**Exercise goal**
Return every line from the records below in which the word "wherever" is found.

*** Given information Section Begins ***

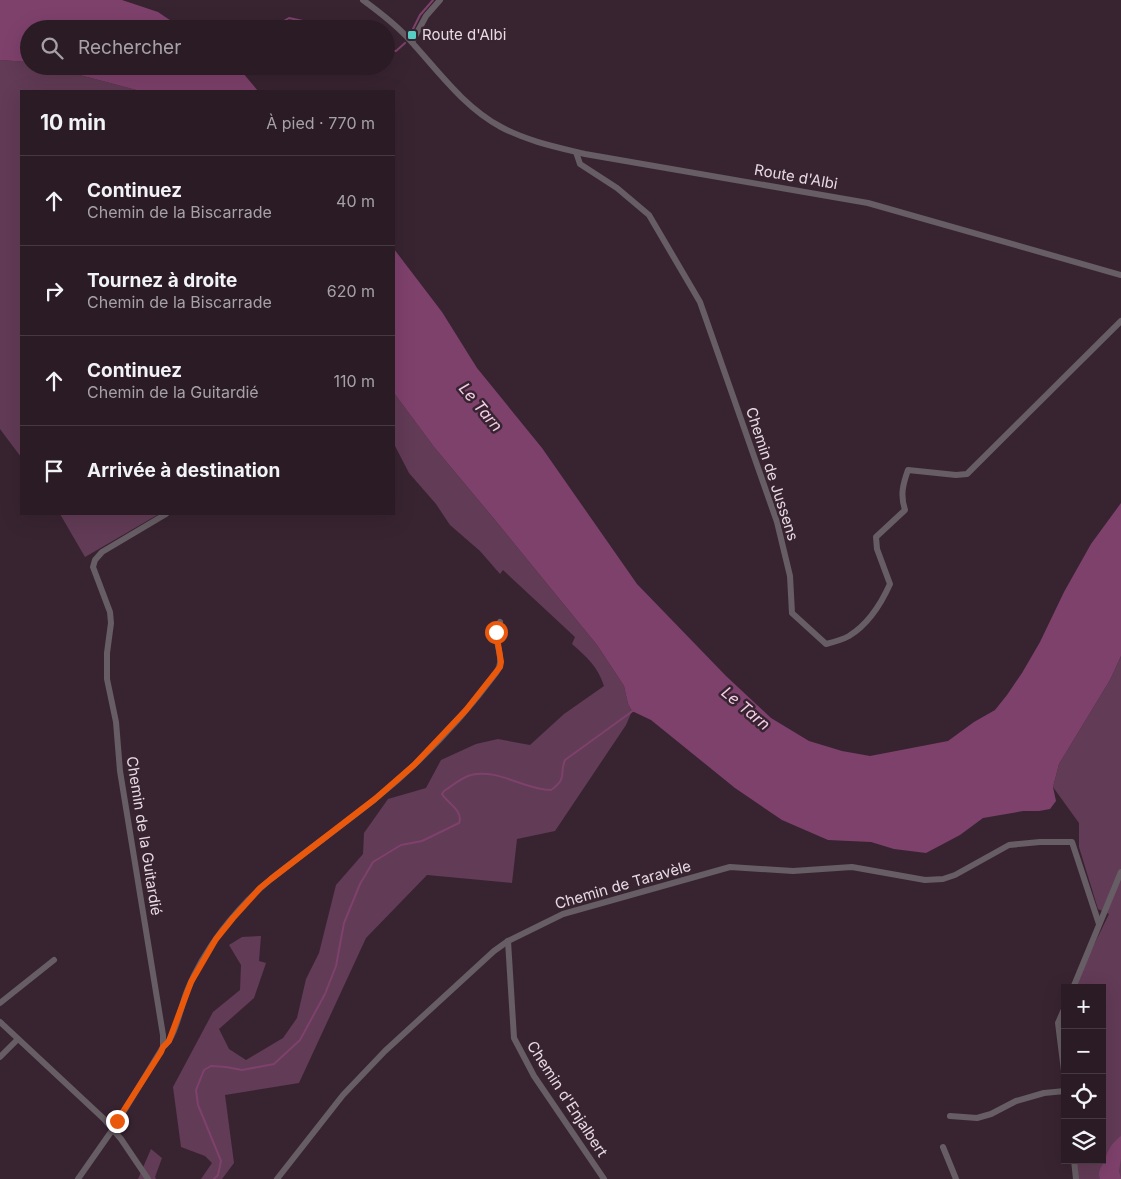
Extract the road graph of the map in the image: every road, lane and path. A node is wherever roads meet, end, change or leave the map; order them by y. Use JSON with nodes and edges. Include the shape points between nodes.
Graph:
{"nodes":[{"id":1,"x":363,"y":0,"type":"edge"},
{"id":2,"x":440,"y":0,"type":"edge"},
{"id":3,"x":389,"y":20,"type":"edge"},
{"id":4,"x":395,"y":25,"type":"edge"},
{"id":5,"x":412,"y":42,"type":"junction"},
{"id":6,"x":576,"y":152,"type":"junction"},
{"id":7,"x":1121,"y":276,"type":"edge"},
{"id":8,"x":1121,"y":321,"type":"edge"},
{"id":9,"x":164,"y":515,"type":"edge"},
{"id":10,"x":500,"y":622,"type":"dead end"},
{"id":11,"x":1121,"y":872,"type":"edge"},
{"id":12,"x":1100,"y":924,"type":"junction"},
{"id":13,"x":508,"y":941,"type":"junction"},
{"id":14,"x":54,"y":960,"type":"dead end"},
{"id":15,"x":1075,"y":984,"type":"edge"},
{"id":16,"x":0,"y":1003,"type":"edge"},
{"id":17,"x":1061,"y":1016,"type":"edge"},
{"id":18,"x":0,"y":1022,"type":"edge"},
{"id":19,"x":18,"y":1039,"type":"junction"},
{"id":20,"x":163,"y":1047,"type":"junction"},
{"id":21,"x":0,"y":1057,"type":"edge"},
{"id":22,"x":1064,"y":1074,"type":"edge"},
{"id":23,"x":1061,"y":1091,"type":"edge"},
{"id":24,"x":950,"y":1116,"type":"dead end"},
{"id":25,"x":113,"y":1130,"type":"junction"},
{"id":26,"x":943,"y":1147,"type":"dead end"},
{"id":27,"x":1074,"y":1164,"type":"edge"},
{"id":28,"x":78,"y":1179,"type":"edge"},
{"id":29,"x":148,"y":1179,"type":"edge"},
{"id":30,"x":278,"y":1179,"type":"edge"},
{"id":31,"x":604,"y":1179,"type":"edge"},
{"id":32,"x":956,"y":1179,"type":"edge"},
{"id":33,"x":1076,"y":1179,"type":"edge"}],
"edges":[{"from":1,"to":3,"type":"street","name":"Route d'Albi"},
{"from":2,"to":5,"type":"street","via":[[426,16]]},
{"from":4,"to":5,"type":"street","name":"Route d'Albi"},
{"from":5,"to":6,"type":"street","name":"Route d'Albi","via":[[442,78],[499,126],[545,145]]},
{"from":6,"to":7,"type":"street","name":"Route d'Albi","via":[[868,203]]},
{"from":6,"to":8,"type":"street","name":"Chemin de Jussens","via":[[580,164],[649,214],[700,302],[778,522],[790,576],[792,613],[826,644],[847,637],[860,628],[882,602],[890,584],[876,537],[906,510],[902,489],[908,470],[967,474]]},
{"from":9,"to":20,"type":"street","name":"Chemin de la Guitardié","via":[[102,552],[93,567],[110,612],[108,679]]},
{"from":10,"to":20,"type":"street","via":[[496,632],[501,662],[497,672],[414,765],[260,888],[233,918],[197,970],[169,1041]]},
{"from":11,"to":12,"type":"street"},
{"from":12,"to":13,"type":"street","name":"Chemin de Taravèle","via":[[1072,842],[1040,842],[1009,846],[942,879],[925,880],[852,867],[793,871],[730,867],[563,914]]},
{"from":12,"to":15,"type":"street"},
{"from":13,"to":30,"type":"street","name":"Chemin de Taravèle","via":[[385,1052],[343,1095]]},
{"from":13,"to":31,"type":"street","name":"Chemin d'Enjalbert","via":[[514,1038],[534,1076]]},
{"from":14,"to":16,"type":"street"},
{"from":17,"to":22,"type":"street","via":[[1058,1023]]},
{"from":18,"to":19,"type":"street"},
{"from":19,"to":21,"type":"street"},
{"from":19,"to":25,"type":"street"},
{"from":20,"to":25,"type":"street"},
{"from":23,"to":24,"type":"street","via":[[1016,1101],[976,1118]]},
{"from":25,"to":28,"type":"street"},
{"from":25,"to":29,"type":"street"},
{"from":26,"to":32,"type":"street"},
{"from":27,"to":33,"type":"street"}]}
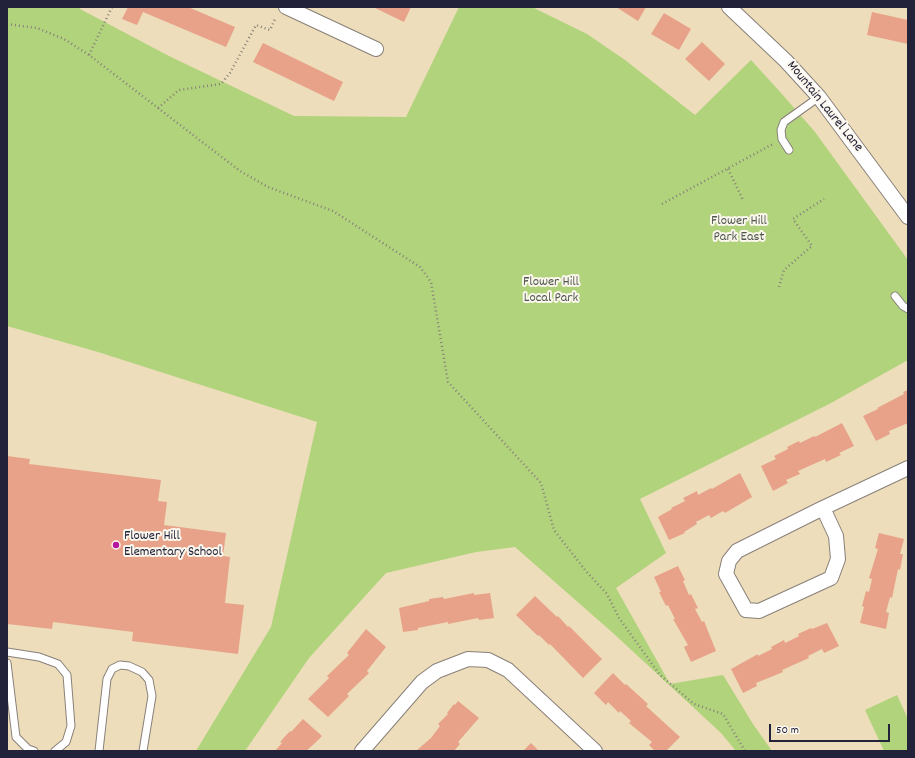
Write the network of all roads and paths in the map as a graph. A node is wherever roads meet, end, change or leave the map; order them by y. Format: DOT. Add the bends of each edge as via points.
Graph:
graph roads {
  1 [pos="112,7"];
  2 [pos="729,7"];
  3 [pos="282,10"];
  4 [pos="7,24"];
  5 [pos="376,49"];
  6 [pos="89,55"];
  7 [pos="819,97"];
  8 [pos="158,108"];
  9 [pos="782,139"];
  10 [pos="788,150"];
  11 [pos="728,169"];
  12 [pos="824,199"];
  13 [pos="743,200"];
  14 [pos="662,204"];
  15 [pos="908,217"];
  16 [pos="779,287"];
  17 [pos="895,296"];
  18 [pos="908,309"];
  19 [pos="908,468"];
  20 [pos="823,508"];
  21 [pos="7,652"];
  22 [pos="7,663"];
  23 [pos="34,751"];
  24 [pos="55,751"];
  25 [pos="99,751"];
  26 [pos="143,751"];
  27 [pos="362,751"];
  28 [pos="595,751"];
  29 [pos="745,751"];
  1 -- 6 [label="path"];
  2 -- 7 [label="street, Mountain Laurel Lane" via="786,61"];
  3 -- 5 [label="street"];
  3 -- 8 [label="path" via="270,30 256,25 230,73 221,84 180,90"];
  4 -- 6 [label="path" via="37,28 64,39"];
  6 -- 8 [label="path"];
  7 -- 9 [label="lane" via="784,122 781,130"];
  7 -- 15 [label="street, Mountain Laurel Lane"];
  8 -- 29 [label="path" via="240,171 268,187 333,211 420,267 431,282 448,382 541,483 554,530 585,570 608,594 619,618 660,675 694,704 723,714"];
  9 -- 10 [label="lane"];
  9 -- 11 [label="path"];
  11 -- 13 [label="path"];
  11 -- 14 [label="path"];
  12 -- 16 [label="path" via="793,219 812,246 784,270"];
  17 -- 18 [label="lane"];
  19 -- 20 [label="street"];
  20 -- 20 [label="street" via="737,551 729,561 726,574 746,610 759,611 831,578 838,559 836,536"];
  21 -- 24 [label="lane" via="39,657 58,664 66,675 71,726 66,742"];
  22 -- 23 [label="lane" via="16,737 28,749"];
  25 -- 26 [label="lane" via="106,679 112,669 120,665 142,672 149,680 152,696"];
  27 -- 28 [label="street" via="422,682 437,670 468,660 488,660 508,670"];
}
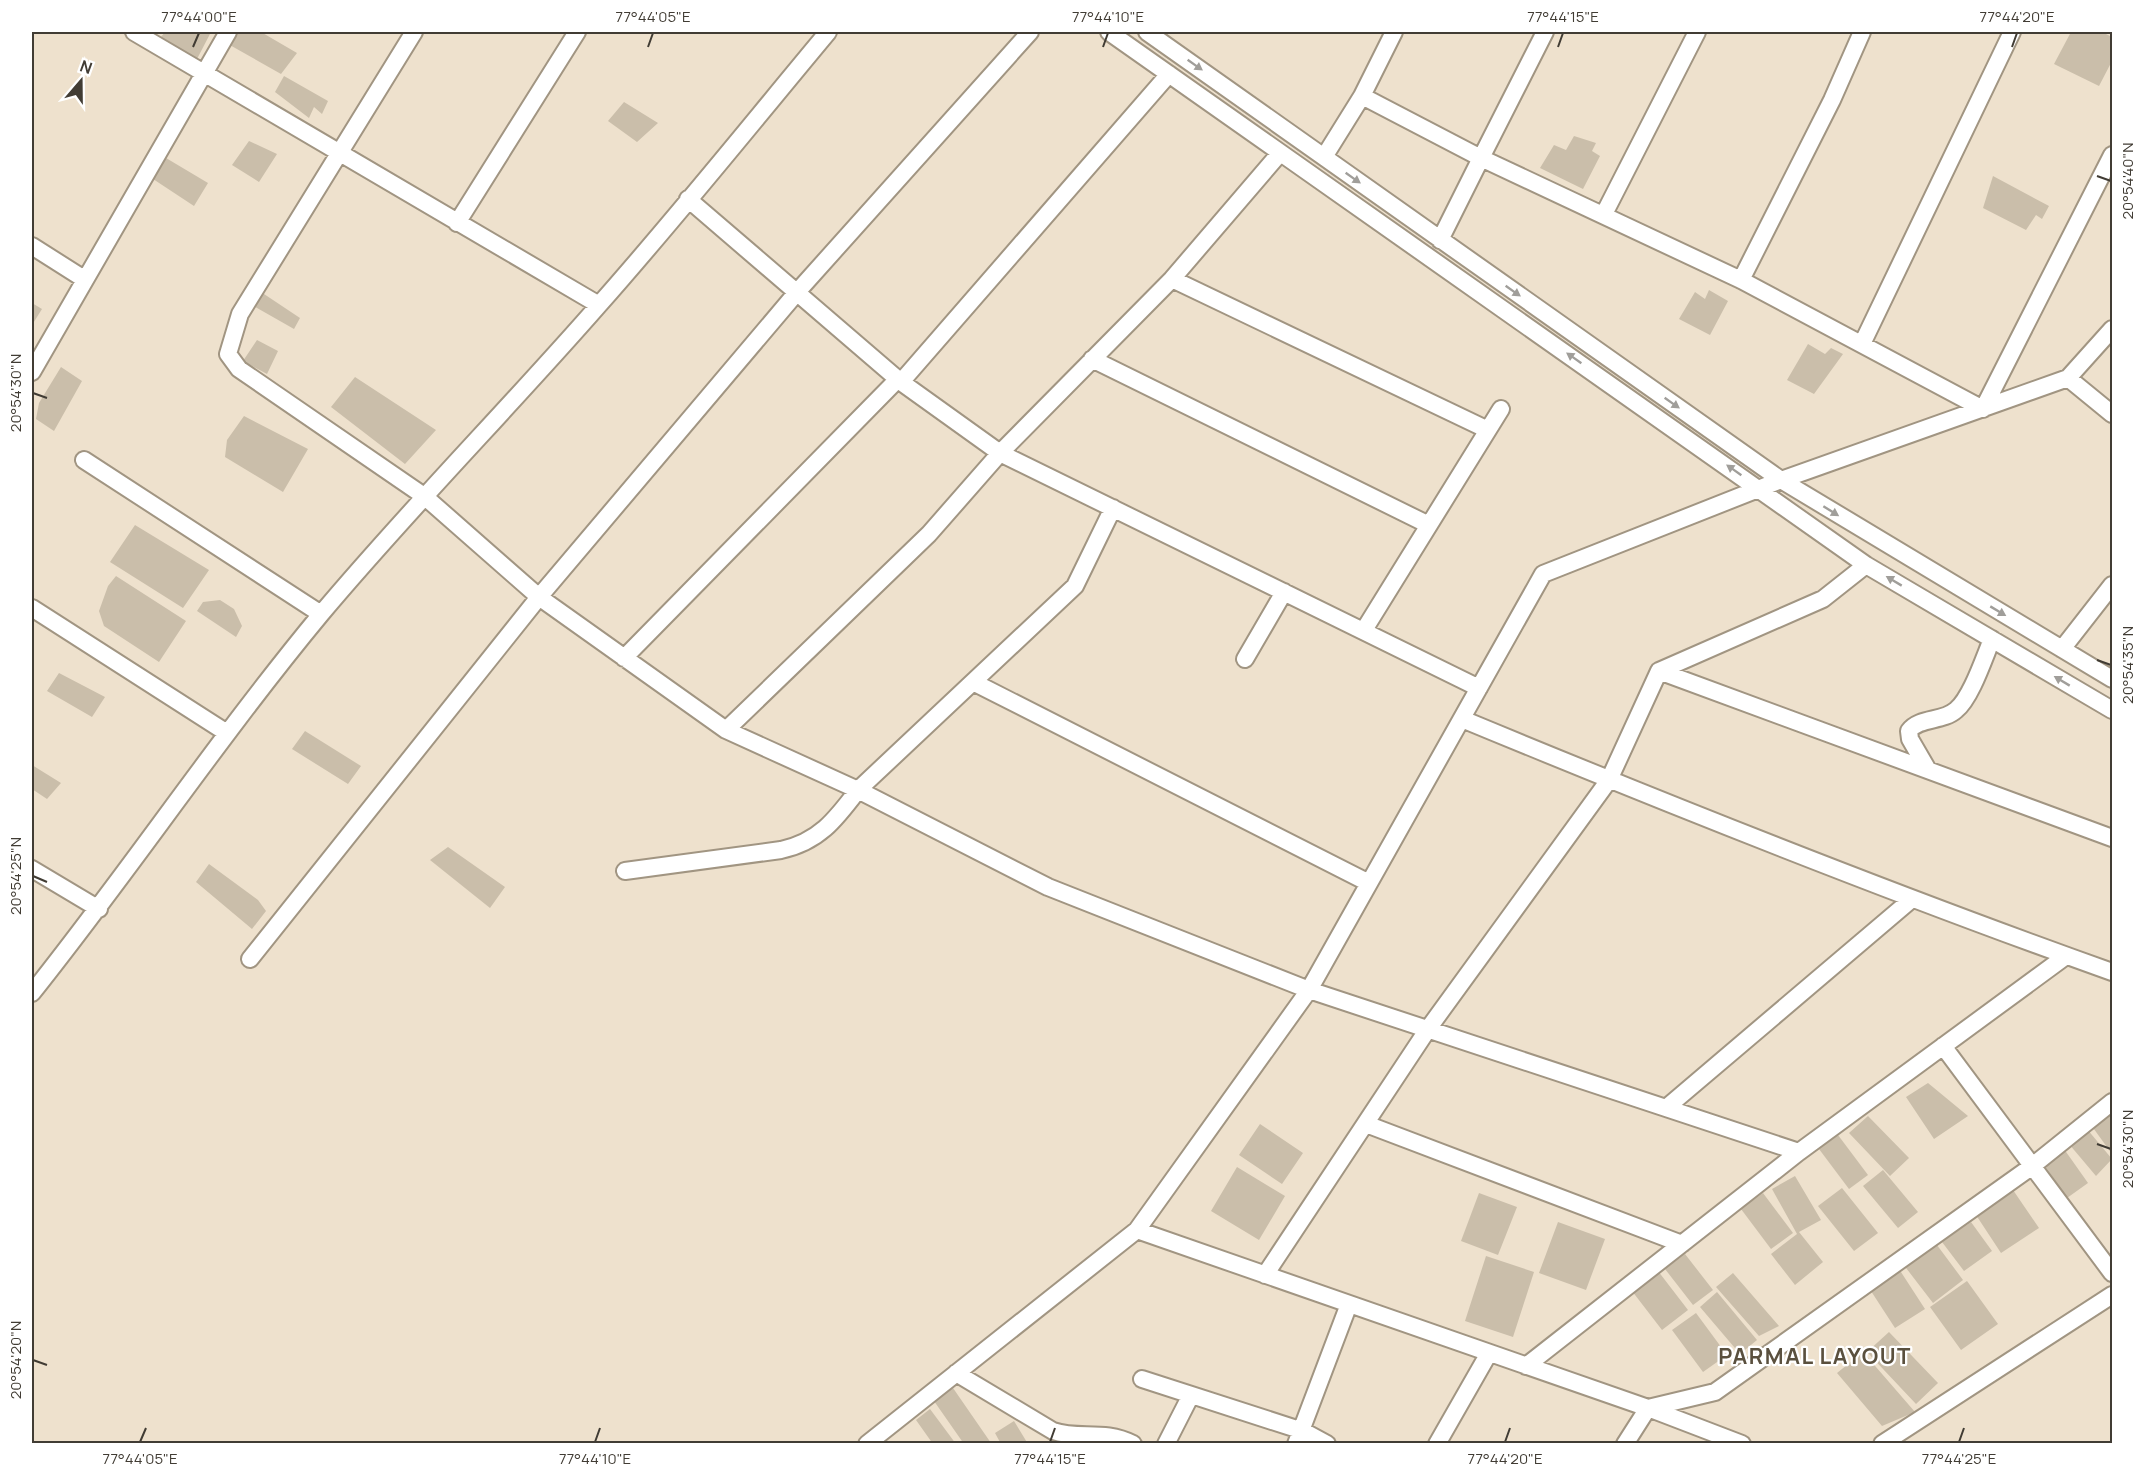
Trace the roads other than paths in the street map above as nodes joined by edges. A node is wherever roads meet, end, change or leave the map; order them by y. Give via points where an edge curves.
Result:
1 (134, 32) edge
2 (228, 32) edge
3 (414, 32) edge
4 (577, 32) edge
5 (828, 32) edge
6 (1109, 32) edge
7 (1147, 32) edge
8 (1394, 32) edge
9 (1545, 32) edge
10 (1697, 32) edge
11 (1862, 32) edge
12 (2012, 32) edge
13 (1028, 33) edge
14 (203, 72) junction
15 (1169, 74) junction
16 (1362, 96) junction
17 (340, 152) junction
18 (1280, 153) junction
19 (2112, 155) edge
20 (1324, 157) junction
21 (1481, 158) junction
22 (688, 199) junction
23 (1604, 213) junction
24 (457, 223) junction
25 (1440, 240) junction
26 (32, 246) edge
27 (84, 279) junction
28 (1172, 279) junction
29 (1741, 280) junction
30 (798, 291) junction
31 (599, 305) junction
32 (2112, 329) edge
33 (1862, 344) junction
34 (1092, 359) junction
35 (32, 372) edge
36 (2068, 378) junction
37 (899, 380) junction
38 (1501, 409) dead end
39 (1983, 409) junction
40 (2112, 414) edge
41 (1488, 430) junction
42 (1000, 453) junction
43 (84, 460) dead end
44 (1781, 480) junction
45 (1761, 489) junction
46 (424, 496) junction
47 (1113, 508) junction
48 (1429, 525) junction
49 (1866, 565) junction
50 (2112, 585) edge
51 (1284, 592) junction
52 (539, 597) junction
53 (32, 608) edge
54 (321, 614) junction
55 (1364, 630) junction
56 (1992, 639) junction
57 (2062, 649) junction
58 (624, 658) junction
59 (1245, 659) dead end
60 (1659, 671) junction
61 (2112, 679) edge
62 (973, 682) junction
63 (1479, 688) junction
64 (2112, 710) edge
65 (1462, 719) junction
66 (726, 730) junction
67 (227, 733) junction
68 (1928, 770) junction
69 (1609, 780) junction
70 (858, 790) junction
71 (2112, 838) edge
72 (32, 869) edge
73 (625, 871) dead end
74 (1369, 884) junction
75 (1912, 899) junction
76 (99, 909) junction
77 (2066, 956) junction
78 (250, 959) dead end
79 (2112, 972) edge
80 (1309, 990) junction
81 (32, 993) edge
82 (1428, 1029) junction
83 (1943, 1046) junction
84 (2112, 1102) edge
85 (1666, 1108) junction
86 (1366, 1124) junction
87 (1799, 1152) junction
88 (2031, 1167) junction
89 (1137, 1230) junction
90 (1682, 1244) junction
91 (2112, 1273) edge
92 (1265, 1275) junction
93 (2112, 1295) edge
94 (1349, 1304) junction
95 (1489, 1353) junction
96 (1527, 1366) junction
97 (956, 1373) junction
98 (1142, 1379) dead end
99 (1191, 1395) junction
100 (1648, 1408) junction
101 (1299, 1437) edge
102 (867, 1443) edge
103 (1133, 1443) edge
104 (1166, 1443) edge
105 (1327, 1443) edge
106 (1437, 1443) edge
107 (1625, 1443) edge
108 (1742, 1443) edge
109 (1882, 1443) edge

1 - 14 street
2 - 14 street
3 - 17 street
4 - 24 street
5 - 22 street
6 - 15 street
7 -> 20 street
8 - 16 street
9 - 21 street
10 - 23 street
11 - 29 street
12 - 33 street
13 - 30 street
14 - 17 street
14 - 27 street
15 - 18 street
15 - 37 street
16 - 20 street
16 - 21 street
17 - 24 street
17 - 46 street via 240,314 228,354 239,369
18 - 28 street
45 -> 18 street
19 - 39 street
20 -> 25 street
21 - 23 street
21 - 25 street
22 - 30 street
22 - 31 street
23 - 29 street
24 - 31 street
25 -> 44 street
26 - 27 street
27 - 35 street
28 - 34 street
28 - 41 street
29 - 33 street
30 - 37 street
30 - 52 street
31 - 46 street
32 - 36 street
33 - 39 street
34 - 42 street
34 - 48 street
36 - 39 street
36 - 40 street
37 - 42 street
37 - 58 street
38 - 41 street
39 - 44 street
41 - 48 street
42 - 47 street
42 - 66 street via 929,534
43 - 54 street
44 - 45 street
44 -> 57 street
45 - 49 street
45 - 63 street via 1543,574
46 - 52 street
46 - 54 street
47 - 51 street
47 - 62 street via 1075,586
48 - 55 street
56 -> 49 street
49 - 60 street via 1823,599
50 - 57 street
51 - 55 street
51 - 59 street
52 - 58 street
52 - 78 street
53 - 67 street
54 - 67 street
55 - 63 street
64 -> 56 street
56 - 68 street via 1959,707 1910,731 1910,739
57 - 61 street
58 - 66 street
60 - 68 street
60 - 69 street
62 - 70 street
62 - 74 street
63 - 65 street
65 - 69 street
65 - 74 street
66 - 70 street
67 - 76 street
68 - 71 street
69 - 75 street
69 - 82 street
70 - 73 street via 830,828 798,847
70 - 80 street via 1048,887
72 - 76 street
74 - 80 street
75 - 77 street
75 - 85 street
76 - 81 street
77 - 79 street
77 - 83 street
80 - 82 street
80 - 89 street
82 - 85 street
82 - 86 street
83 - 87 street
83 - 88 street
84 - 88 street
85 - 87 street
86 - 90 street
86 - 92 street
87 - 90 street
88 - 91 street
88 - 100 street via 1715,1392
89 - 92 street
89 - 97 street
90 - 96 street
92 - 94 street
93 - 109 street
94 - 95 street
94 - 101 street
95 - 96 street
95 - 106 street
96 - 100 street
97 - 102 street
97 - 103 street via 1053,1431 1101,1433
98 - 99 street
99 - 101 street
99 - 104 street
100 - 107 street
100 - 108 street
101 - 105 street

*** Given information Section Ends ***

**Task output**
Extract the road graph of the map in the image: every road, lane and path. A node is wherever roads meet, end, change or leave the map; order them by y. Use JSON with nodes and edges. Include the shape points between nodes.
Write the network of all roads and paths in the map as a graph. A node is wherever roads meet, end, change or leave the map; order them by y. Format: DOT. Add the bends of each edge as via points.
Trace the roads other than paths in the street map above as nodes joined by edges. A node is wherever roads meet, end, change or leave the map; order them by y. Give via points where an edge curves.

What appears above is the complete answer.